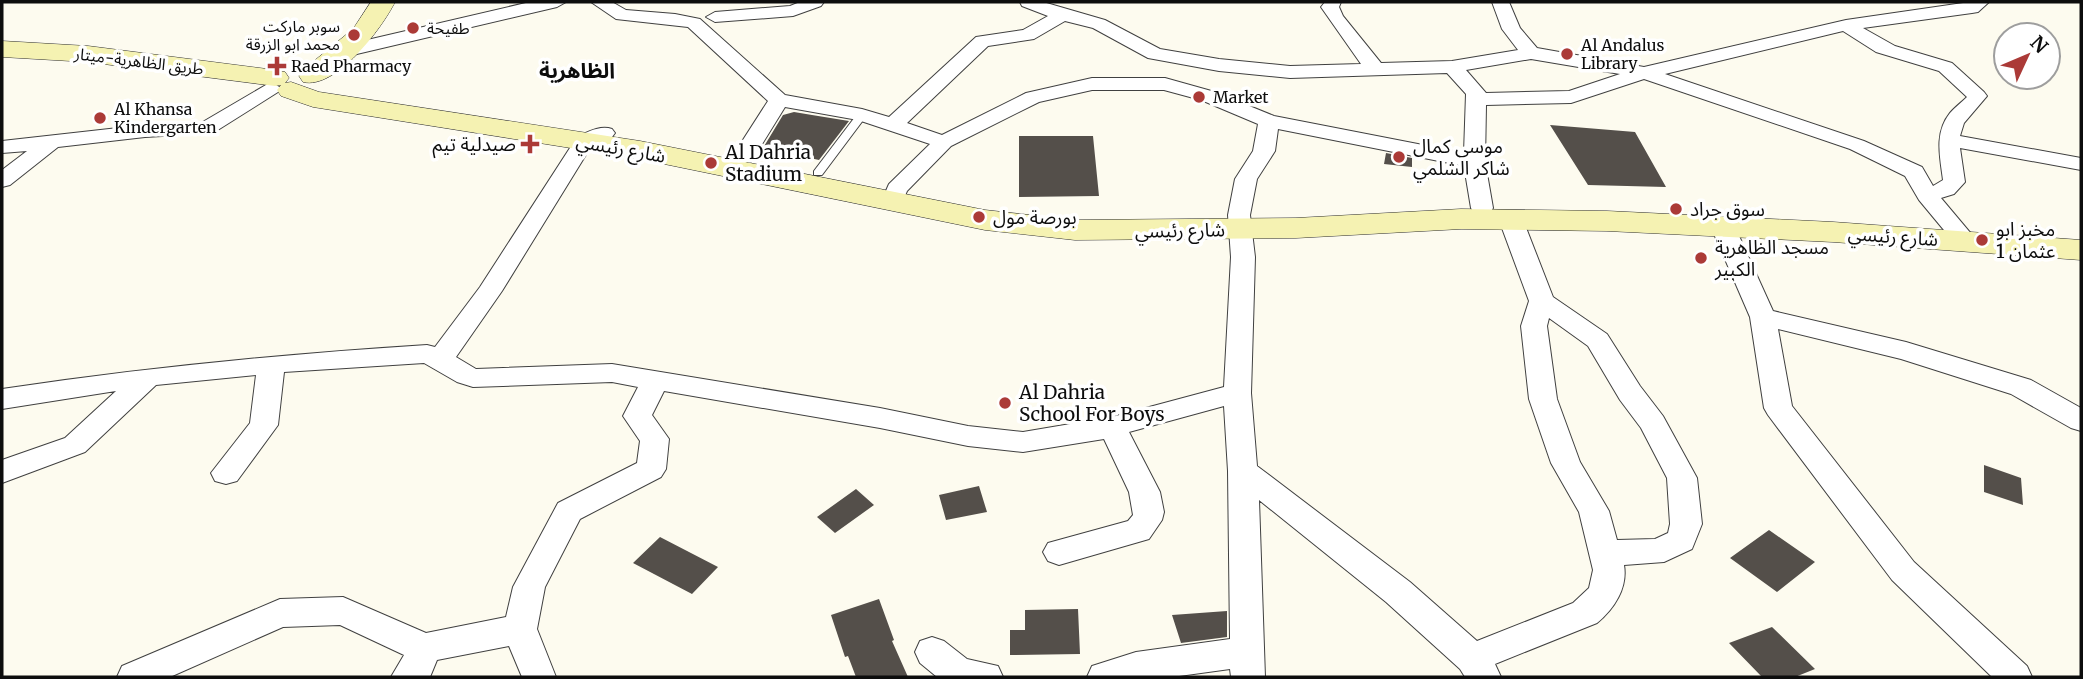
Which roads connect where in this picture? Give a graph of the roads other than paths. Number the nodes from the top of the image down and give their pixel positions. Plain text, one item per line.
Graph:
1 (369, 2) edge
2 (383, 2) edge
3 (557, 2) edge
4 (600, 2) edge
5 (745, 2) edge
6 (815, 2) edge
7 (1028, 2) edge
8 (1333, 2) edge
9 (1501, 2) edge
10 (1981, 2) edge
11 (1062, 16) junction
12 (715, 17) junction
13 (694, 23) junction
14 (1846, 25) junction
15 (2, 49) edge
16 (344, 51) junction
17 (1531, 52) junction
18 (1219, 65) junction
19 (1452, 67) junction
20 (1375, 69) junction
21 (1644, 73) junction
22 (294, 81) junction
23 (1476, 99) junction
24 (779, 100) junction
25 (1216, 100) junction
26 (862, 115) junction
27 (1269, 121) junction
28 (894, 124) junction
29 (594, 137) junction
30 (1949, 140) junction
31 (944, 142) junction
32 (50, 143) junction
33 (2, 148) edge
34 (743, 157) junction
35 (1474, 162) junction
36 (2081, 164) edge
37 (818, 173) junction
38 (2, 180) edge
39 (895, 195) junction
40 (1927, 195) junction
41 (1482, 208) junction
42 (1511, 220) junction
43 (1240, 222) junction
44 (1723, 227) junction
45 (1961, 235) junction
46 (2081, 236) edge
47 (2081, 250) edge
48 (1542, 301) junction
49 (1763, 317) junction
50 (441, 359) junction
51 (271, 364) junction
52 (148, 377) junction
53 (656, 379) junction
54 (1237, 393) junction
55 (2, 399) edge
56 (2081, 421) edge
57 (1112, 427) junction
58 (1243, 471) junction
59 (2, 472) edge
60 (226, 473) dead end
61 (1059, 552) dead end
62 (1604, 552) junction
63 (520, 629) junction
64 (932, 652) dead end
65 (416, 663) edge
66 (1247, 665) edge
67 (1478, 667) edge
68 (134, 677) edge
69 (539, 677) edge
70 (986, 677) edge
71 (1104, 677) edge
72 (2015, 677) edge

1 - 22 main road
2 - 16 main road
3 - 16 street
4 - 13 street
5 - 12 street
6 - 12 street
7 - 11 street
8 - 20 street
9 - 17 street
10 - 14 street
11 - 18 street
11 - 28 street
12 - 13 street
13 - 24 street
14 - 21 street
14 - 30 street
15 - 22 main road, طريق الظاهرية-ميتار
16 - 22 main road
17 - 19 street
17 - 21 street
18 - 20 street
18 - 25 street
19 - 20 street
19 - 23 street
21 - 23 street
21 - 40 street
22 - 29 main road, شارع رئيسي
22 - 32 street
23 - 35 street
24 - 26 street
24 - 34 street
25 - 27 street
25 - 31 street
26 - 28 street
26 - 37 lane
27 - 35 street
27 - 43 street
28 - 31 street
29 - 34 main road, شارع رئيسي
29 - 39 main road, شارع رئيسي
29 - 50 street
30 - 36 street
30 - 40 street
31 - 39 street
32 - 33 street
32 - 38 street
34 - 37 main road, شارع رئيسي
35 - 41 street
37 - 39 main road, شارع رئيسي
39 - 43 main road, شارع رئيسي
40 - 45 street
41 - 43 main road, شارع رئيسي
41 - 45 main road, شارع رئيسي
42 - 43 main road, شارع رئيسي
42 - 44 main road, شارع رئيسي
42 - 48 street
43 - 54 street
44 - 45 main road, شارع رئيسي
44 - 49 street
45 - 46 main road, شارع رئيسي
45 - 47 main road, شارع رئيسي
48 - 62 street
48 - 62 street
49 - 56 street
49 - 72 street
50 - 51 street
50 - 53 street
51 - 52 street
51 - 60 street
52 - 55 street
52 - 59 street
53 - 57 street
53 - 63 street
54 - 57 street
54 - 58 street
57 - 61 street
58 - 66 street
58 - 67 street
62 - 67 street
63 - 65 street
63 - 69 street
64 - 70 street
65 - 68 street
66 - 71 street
========
Exercise description. The answer must be every line from the records above that contains the word "dead", copied in full.

Solved exercise.
60 (226, 473) dead end
61 (1059, 552) dead end
64 (932, 652) dead end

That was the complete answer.